Solar parks are a good thing for climate protection but are they doing enough to promote biodiversity? A new system for evaluating the good land use credentials of open space renewable energy parks has been commissioned by the German Federal Foundation for the Environment (DBU) and will be carried out by the Weihenstephan-Triesdorf University of Applied Sciences (HSWT) in partnership with the idea generator Regionalwerke Bodenkirchen GmbH.

The project has its roots in a bachelor thesis written by Regionalwerke’s founder Andreas Engl at the HSWT in 2012. Engl used the Oberndorf solar park to demonstrate his method of evaluating renewable energy plants according to how well they integrate into their surroundings. His methodology included planting orchards and hedges and creating wetlands and nesting boxes alongside the solar field. Today, the former clay pit is teeming with wildlife.

In the proposed audit system which called EULE (for Evaluation System for an Environmentally Friendly and Landscape Compatible Energy Transition), operators of solar parks will have to construct and maintain their plants according to certain criteria to promote dual land use, protect and encourage biodiversity and avoid the scenario where energy parks sit on otherwise sterile land, or are a blot on the landscape.

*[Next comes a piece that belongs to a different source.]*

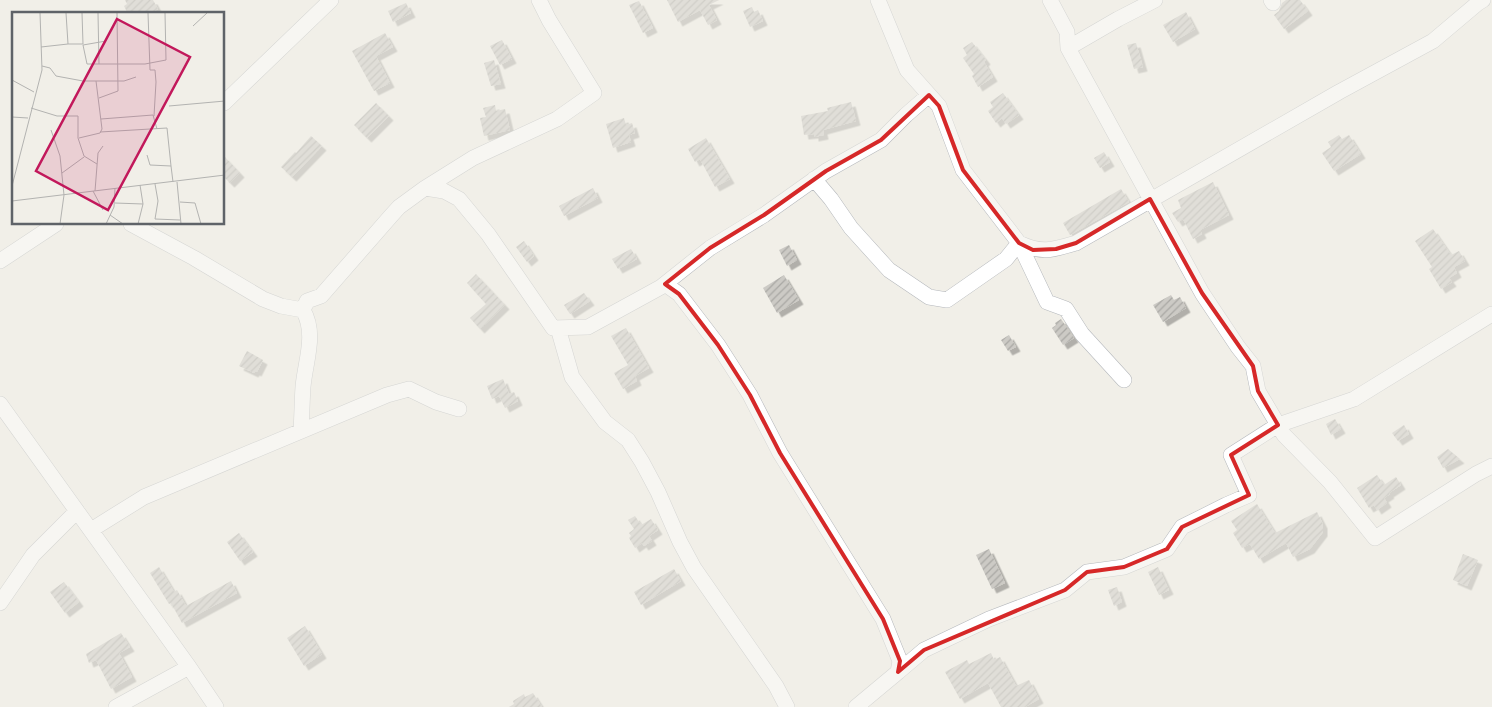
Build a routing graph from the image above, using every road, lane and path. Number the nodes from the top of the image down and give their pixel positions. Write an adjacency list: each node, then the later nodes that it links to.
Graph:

The EULE audit will recommend how solar parks can be optimised to be as in harmony with nature and the community as possible. It is intended that the EULE mark will become a mark of credibility with consumers. Social measures will even be encouraged such as guided tours and the creation of education and recreational spaces. One positive side effect will be to inform consumers about how renewable energy plants operate and to promote wider acceptance of the decentralised energy turnaround.